Eleanore Hansen

Hometown: Cordova, Illinois

Degree pursuing: Food Science MS

Adviser: Dr. Steven Bowden

What is your research focus?

Currently, I am working to find bacteriophages that infect a broad range of Salmonella strains. FelixO1 is a broad host range Salmonella phage, but it is not fully effective against all strains of Salmonella. Still, it is used in commercial treatments against Salmonella in foods. The goal of my work is to find and characterize other broad host range bacteriophages that are effective against Salmonella strains that are not so affected by FelixO1. 

How did you become interested in food science/nutrition?

I started working in the food service industry when I was in high school, and have continued to do so over the past several years. I found myself trying to learn as much as I could about every aspect of the food we served, the machines we used, even proper handling and cleaning protocols. This was the beginning of my passion for the food industry. I started my undergraduate studies in chemical engineering, but I found little interest in continuing on to an engineering position. I would spend a good portion of my available time doing research into food industry practices and reading food science books. I became especially interested in food safety. Ultimately, I decided to change my path to obtain a BS in food science and a BS in chemistry to allow me to work toward a career in ensuring that our food system remains safe.

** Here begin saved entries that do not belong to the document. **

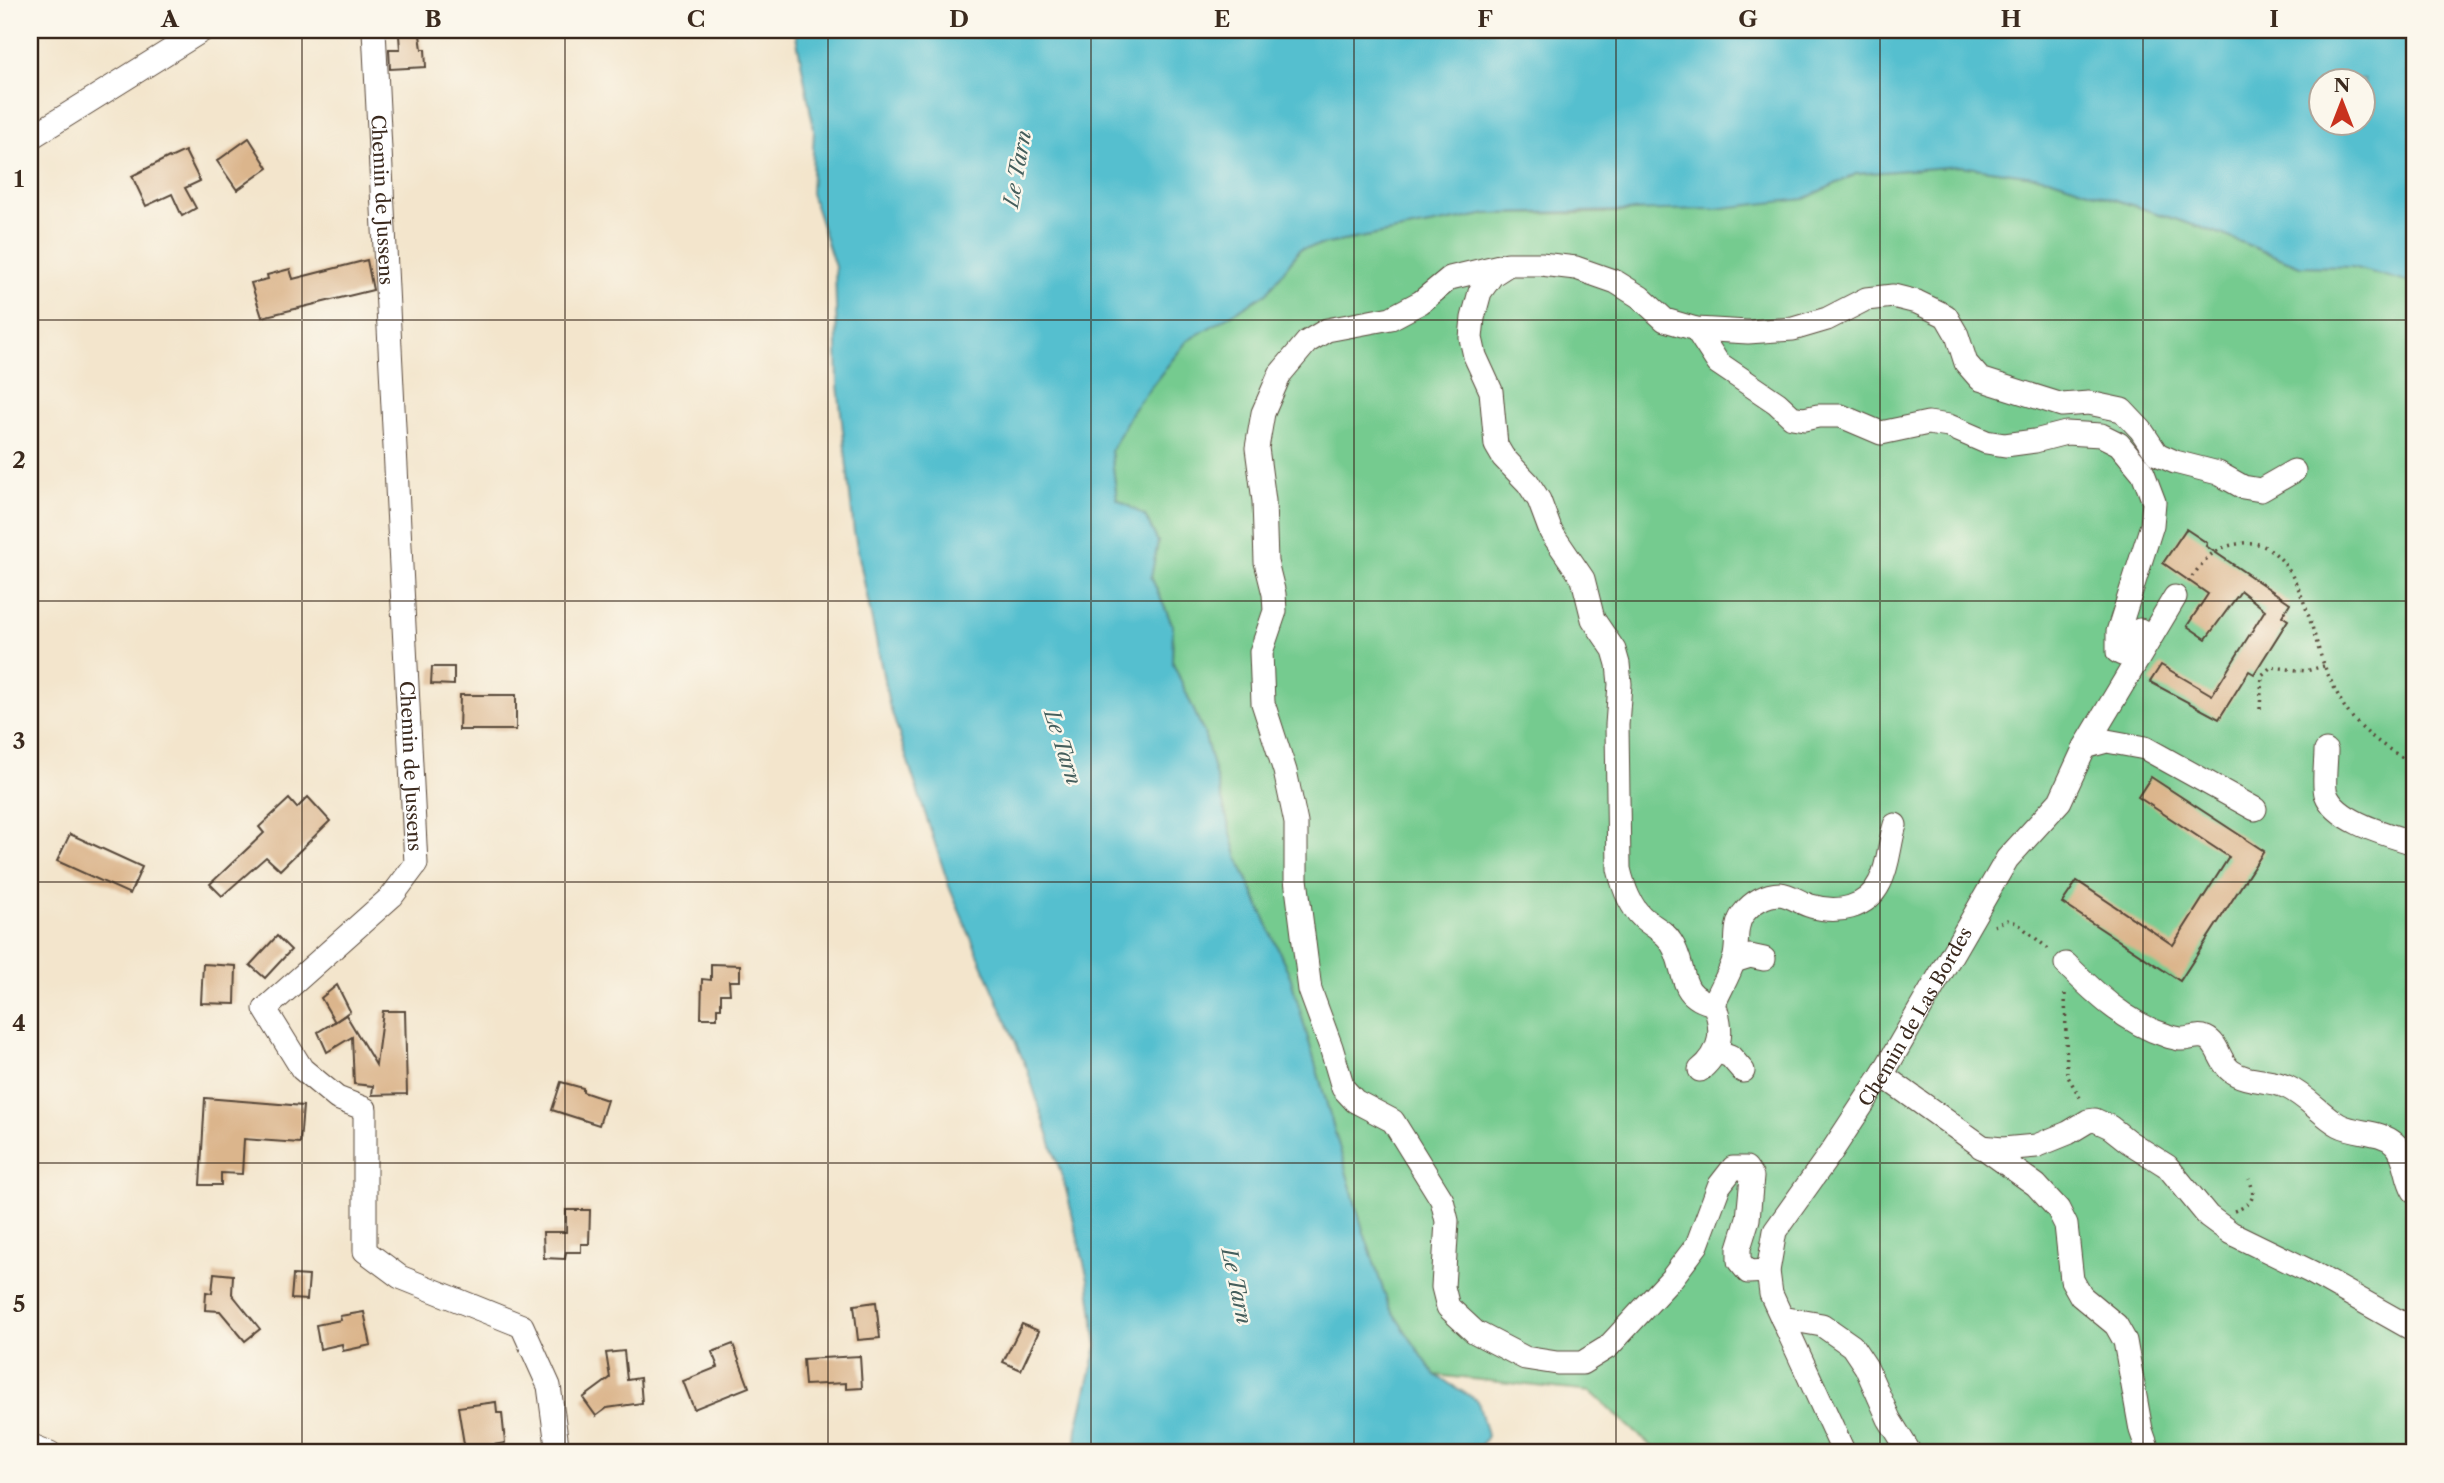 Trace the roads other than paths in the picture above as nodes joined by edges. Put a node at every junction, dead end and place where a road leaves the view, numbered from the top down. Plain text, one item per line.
1 (203, 30) edge
2 (374, 30) edge
3 (30, 138) edge
4 (1508, 264) junction
5 (1696, 329) junction
6 (2294, 471) dead end
7 (2085, 747) junction
8 (2326, 751) dead end
9 (2255, 809) dead end
10 (1895, 825) dead end
11 (2414, 844) edge
12 (1764, 959) dead end
13 (1734, 961) junction
14 (2066, 964) road end
15 (1714, 1004) junction
16 (1716, 1051) junction
17 (1700, 1070) dead end
18 (1743, 1070) dead end
19 (1882, 1075) junction
20 (1981, 1147) junction
21 (2414, 1191) edge
22 (1768, 1271) junction
23 (1782, 1318) junction
24 (2414, 1330) edge
25 (30, 1445) edge
26 (50, 1453) edge
27 (558, 1453) edge
28 (1843, 1453) edge
29 (1910, 1453) edge
30 (2150, 1453) edge

1 - 3 street
2 - 27 street, Chemin de Jussens
4 - 5 street
4 - 15 street
4 - 22 street
5 - 6 street
5 - 7 street, Chemin de Las Bordes
7 - 9 street
7 - 19 street, Chemin de Las Bordes
8 - 11 street
10 - 13 street
12 - 13 street
13 - 15 street
14 - 21 street
15 - 16 street
16 - 17 street
16 - 18 street
19 - 20 street
19 - 22 street, Chemin de Las Bordes
20 - 24 street
20 - 30 street
22 - 23 street, Chemin de Las Bordes
23 - 28 street, Chemin de Las Bordes
23 - 29 street
25 - 26 street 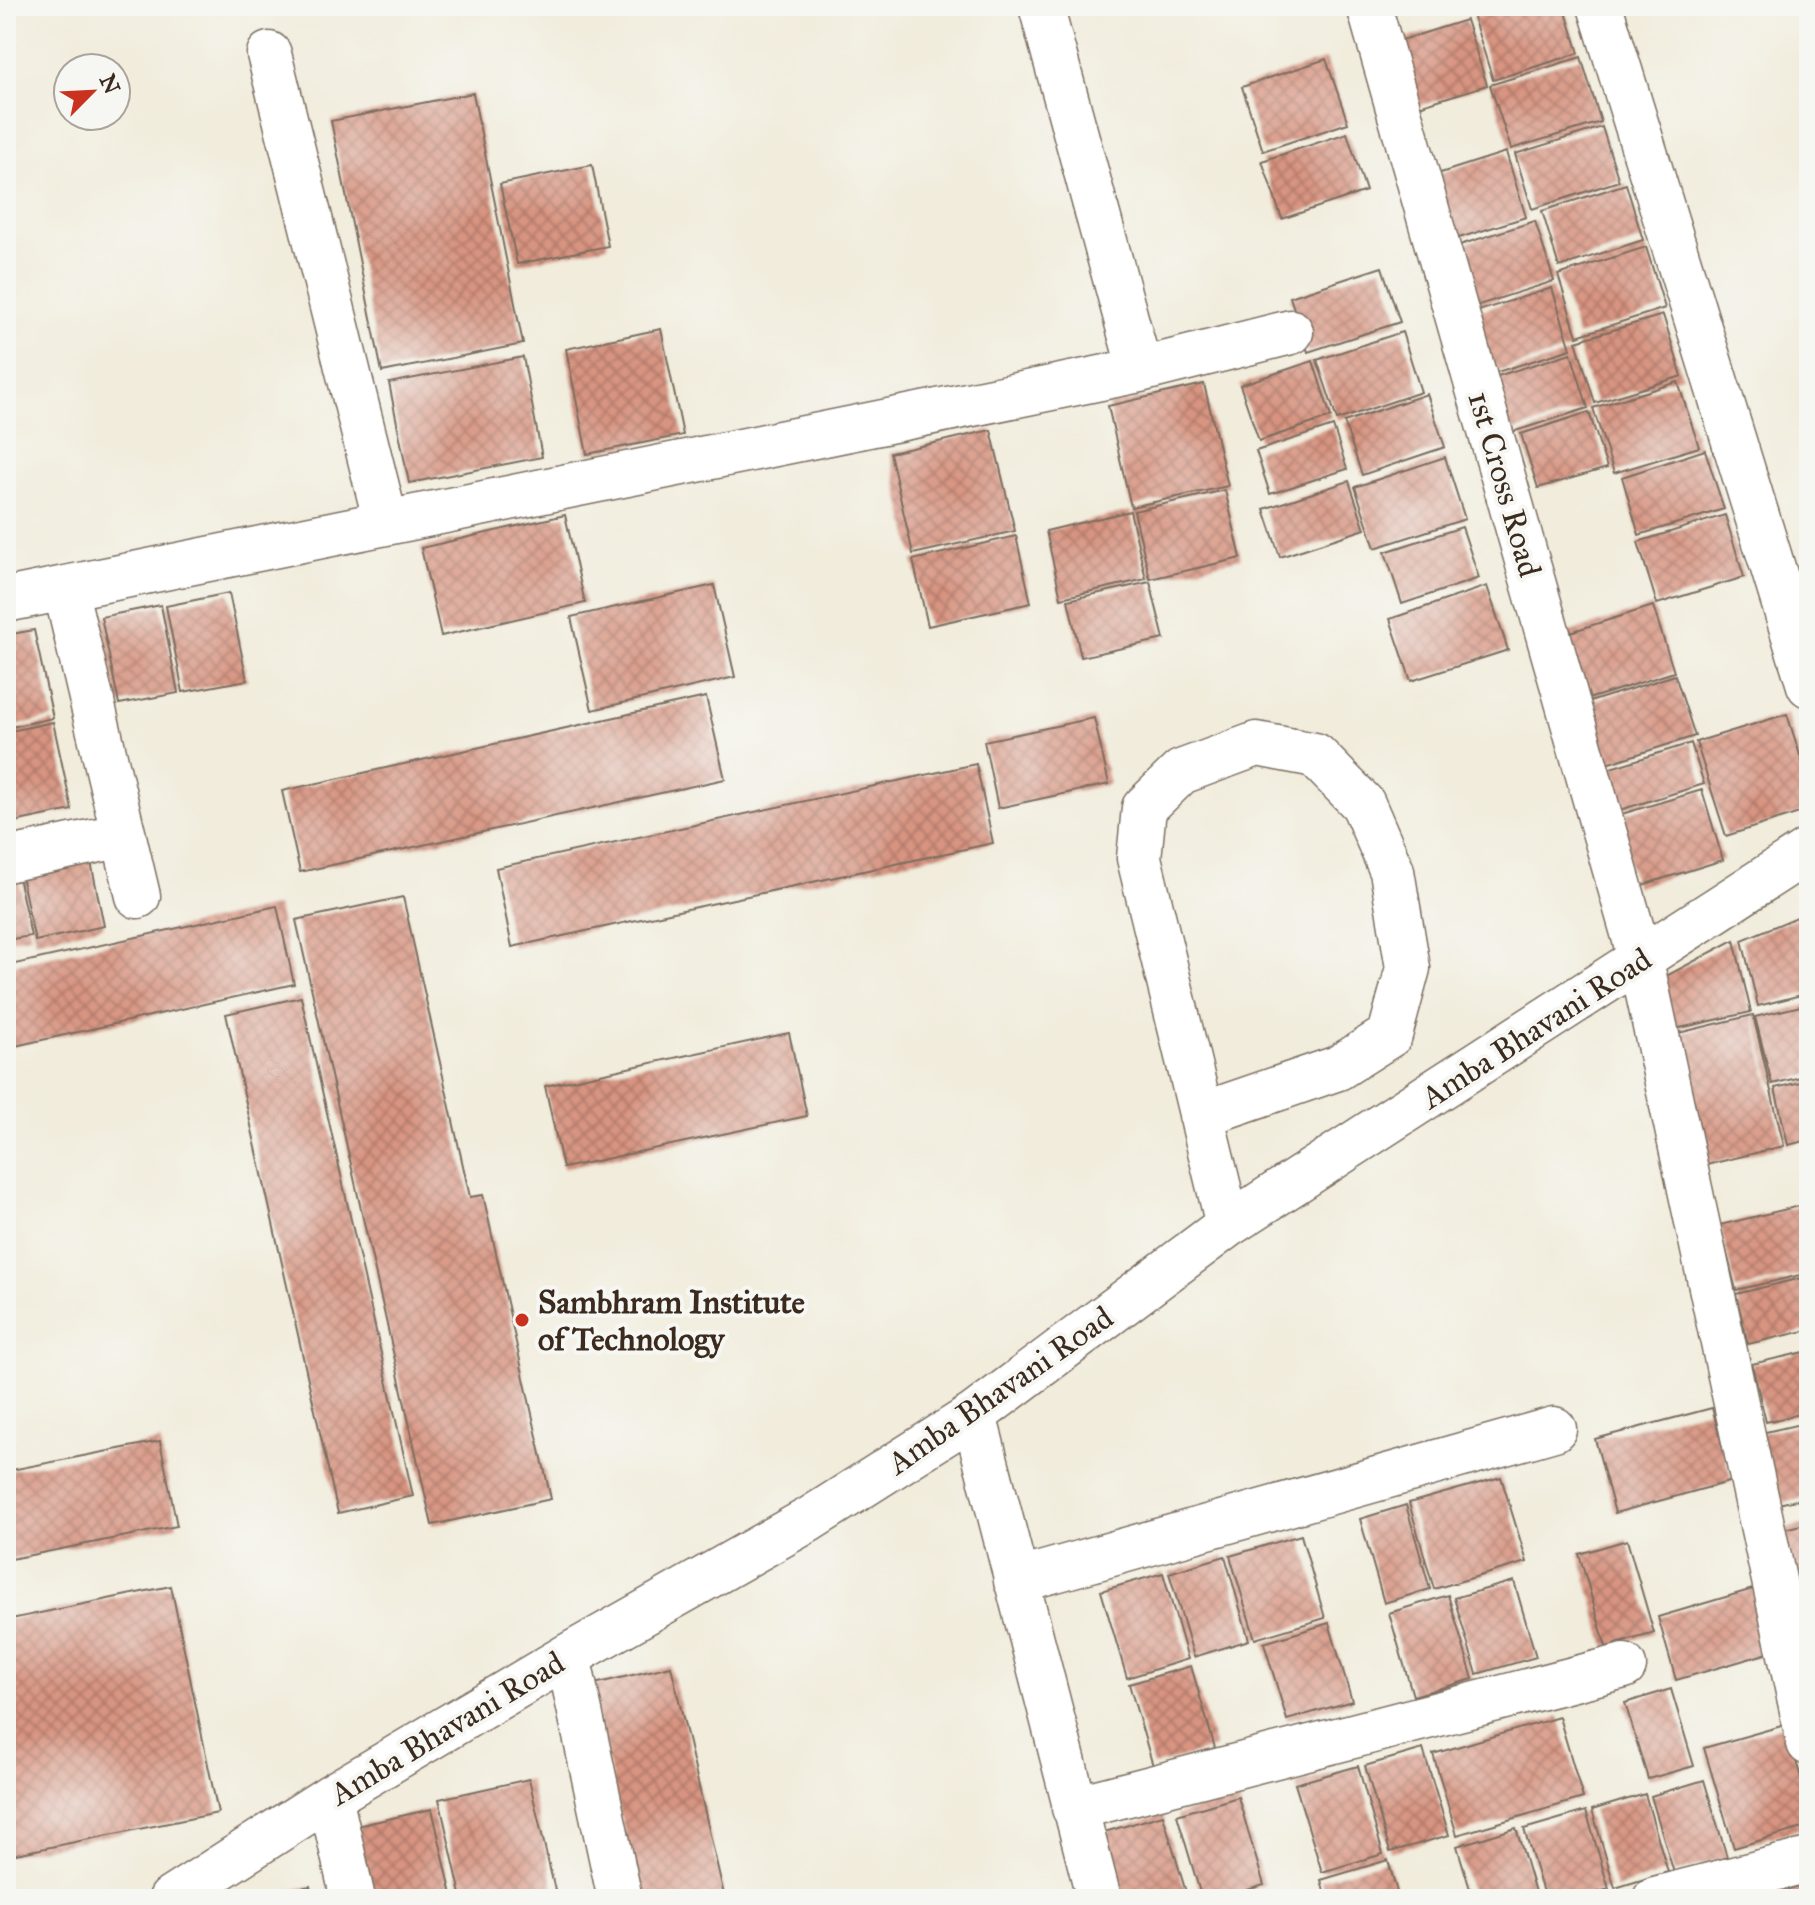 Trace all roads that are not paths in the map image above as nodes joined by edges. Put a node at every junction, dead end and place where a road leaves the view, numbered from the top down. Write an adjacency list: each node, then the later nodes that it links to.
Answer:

What is your favorite food science or nutrition fact?

The reason doctors tell you not to drink grapefruit juice while on certain medications is because grapefruits contain compounds known as furanocoumarins. These compounds interfere with the CYP34A enzymes in your body that aid in the metabolism of many drugs. This can reduce the efficacy of the drug, or worsen the undesirable side effects.

Why did you choose the University of Minnesota?

Initially, I applied to the University primarily because of my interest in the work being done in food safety here, but also because it was closer to my family in Iowa. I had several close family members who were struggling with major health problems, and I wanted to ensure that I stayed close to them. However, visiting the campus and meeting the people in the department was the most important factor in my decision to attend. I have yet to meet a single person in the FScN department who has not been friendly, kind, and passionate about their work. 

How does your research tie into the research being done in your adviser's lab?

The identification of new phages can serve to provide more options for defense against pathogens in the food system. Further, we can utilize food matrices to enrich for these phages, so that we can help ensure that the phages we discover will be useful in food treatment applications, rather than just in laboratory settings. This can allow for treatments that are more effective in preventing outbreaks of foodborne illness. 

What are your future plans?

My aim is to aid not only in the safety of the food industry for consumers, but also to help engage in outreach to consumers. I have learned throughout the years that food scientists spend a lot of time in the lab, but not enough time talking to consumers about their work. This results in consumers not understanding the components of their food system or the steps that the industry takes to keep it safe. I have ambitions to work in food policy and regulation, and I hope to continue research into food safety and toxicology.